Could you transcribe the entries below exactly, without any of the pictures?

-=-=-=-=-

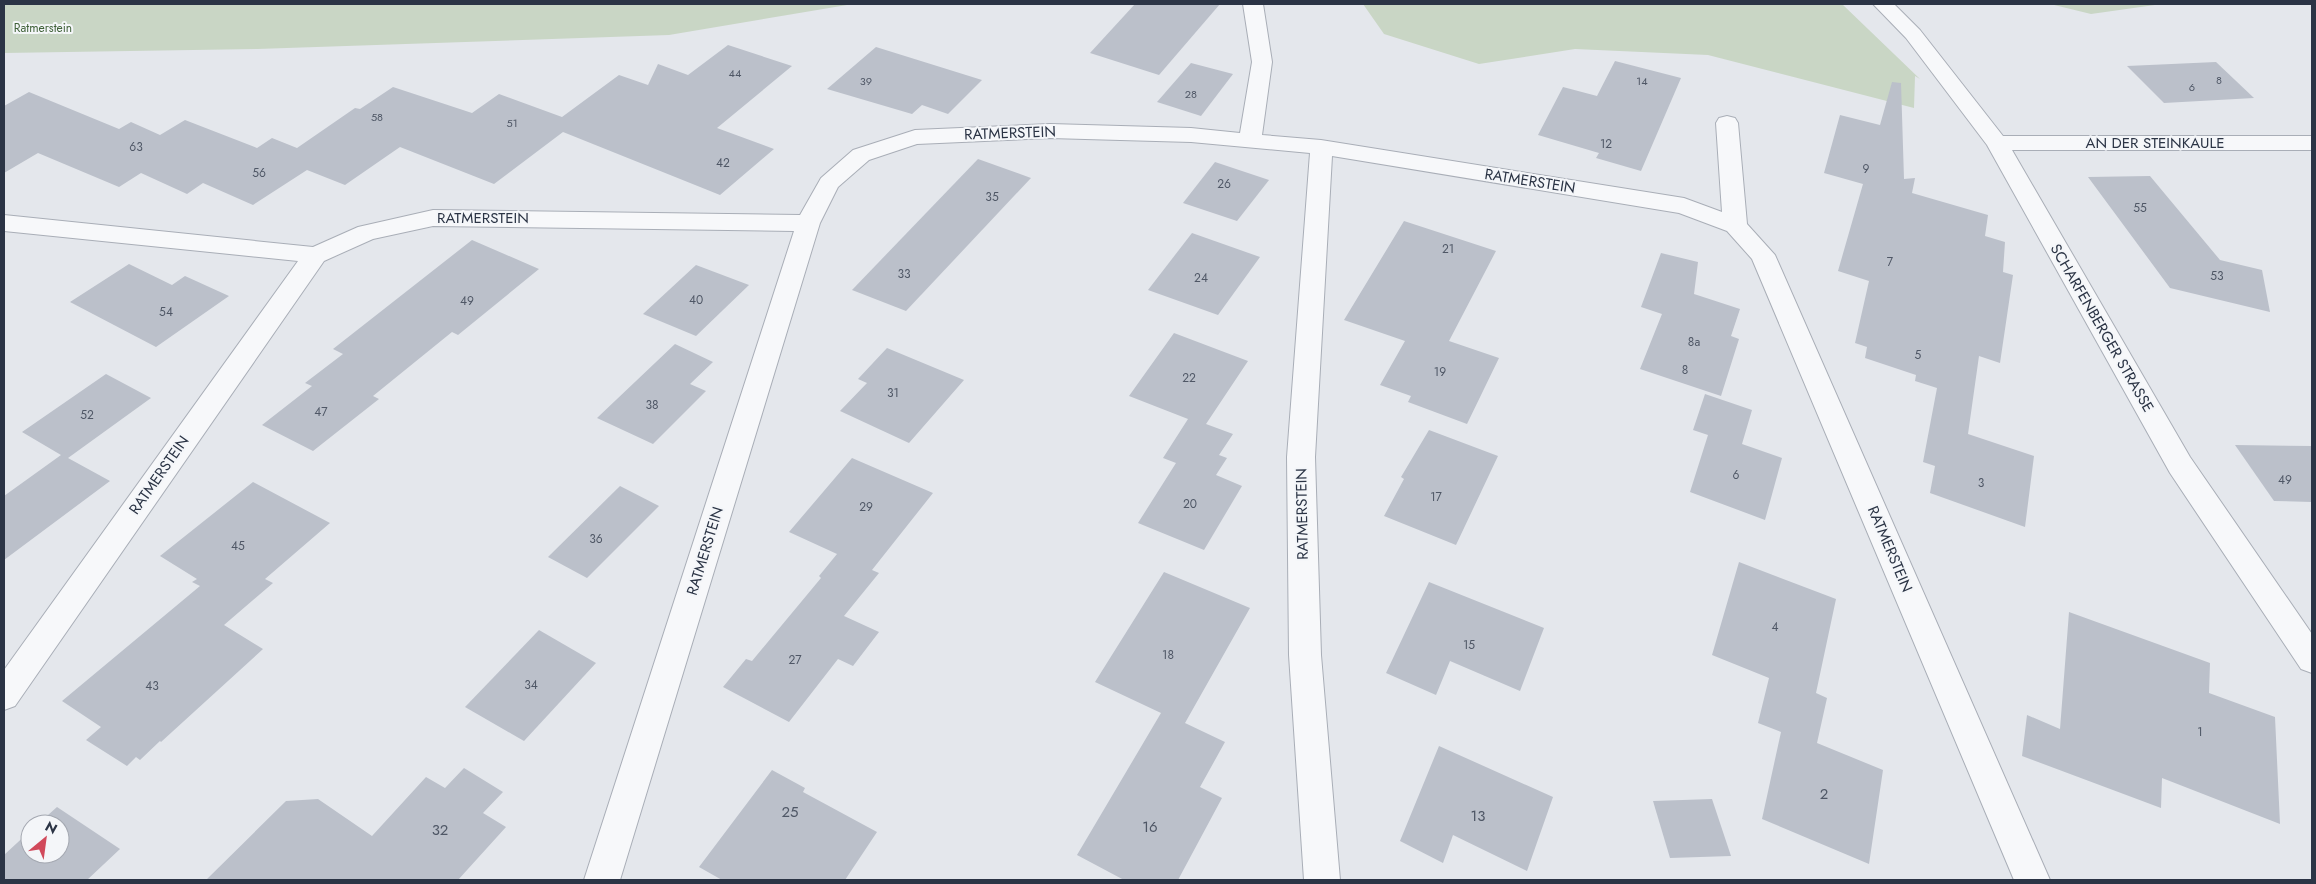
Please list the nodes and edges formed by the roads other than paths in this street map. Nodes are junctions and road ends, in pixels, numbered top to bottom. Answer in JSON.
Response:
{"nodes":[{"id":1,"x":1253,"y":4,"type":"edge"},
{"id":2,"x":1884,"y":4,"type":"edge"},
{"id":3,"x":1727,"y":122,"type":"dead end"},
{"id":4,"x":1250,"y":141,"type":"junction"},
{"id":5,"x":2312,"y":143,"type":"edge"},
{"id":6,"x":1997,"y":144,"type":"junction"},
{"id":7,"x":1321,"y":147,"type":"junction"},
{"id":8,"x":4,"y":223,"type":"edge"},
{"id":9,"x":808,"y":223,"type":"junction"},
{"id":10,"x":1735,"y":226,"type":"junction"},
{"id":11,"x":315,"y":254,"type":"junction"},
{"id":12,"x":2312,"y":659,"type":"edge"},
{"id":13,"x":4,"y":696,"type":"edge"},
{"id":14,"x":602,"y":880,"type":"edge"},
{"id":15,"x":1322,"y":880,"type":"edge"},
{"id":16,"x":2032,"y":880,"type":"edge"}],
"edges":[{"from":1,"to":4,"type":"street"},
{"from":2,"to":6,"type":"street","name":"SCHARFENBERGER STRASSE"},
{"from":3,"to":10,"type":"street"},
{"from":4,"to":7,"type":"street","name":"RATMERSTEIN"},
{"from":4,"to":9,"type":"street","name":"RATMERSTEIN"},
{"from":5,"to":6,"type":"street","name":"AN DER STEINKAULE"},
{"from":6,"to":12,"type":"street","name":"SCHARFENBERGER STRASSE"},
{"from":7,"to":10,"type":"street","name":"RATMERSTEIN"},
{"from":7,"to":15,"type":"street","name":"RATMERSTEIN"},
{"from":8,"to":11,"type":"street","name":"RATMERSTEIN"},
{"from":9,"to":11,"type":"street","name":"RATMERSTEIN"},
{"from":9,"to":14,"type":"street","name":"RATMERSTEIN"},
{"from":10,"to":16,"type":"street","name":"RATMERSTEIN"},
{"from":11,"to":13,"type":"street","name":"RATMERSTEIN"}]}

-=-=-=-=-

RESULT OF THIS TASK:
Please list the nodes and edges formed by the roads other than paths in this street map. Nodes are junctions and road ends, in pixels, numbered top to bottom. Answer in JSON.
Response:
{"nodes":[{"id":1,"x":1253,"y":4,"type":"edge"},
{"id":2,"x":1884,"y":4,"type":"edge"},
{"id":3,"x":1727,"y":122,"type":"dead end"},
{"id":4,"x":1250,"y":141,"type":"junction"},
{"id":5,"x":2312,"y":143,"type":"edge"},
{"id":6,"x":1997,"y":144,"type":"junction"},
{"id":7,"x":1321,"y":147,"type":"junction"},
{"id":8,"x":4,"y":223,"type":"edge"},
{"id":9,"x":808,"y":223,"type":"junction"},
{"id":10,"x":1735,"y":226,"type":"junction"},
{"id":11,"x":315,"y":254,"type":"junction"},
{"id":12,"x":2312,"y":659,"type":"edge"},
{"id":13,"x":4,"y":696,"type":"edge"},
{"id":14,"x":602,"y":880,"type":"edge"},
{"id":15,"x":1322,"y":880,"type":"edge"},
{"id":16,"x":2032,"y":880,"type":"edge"}],
"edges":[{"from":1,"to":4,"type":"street"},
{"from":2,"to":6,"type":"street","name":"SCHARFENBERGER STRASSE"},
{"from":3,"to":10,"type":"street"},
{"from":4,"to":7,"type":"street","name":"RATMERSTEIN"},
{"from":4,"to":9,"type":"street","name":"RATMERSTEIN"},
{"from":5,"to":6,"type":"street","name":"AN DER STEINKAULE"},
{"from":6,"to":12,"type":"street","name":"SCHARFENBERGER STRASSE"},
{"from":7,"to":10,"type":"street","name":"RATMERSTEIN"},
{"from":7,"to":15,"type":"street","name":"RATMERSTEIN"},
{"from":8,"to":11,"type":"street","name":"RATMERSTEIN"},
{"from":9,"to":11,"type":"street","name":"RATMERSTEIN"},
{"from":9,"to":14,"type":"street","name":"RATMERSTEIN"},
{"from":10,"to":16,"type":"street","name":"RATMERSTEIN"},
{"from":11,"to":13,"type":"street","name":"RATMERSTEIN"}]}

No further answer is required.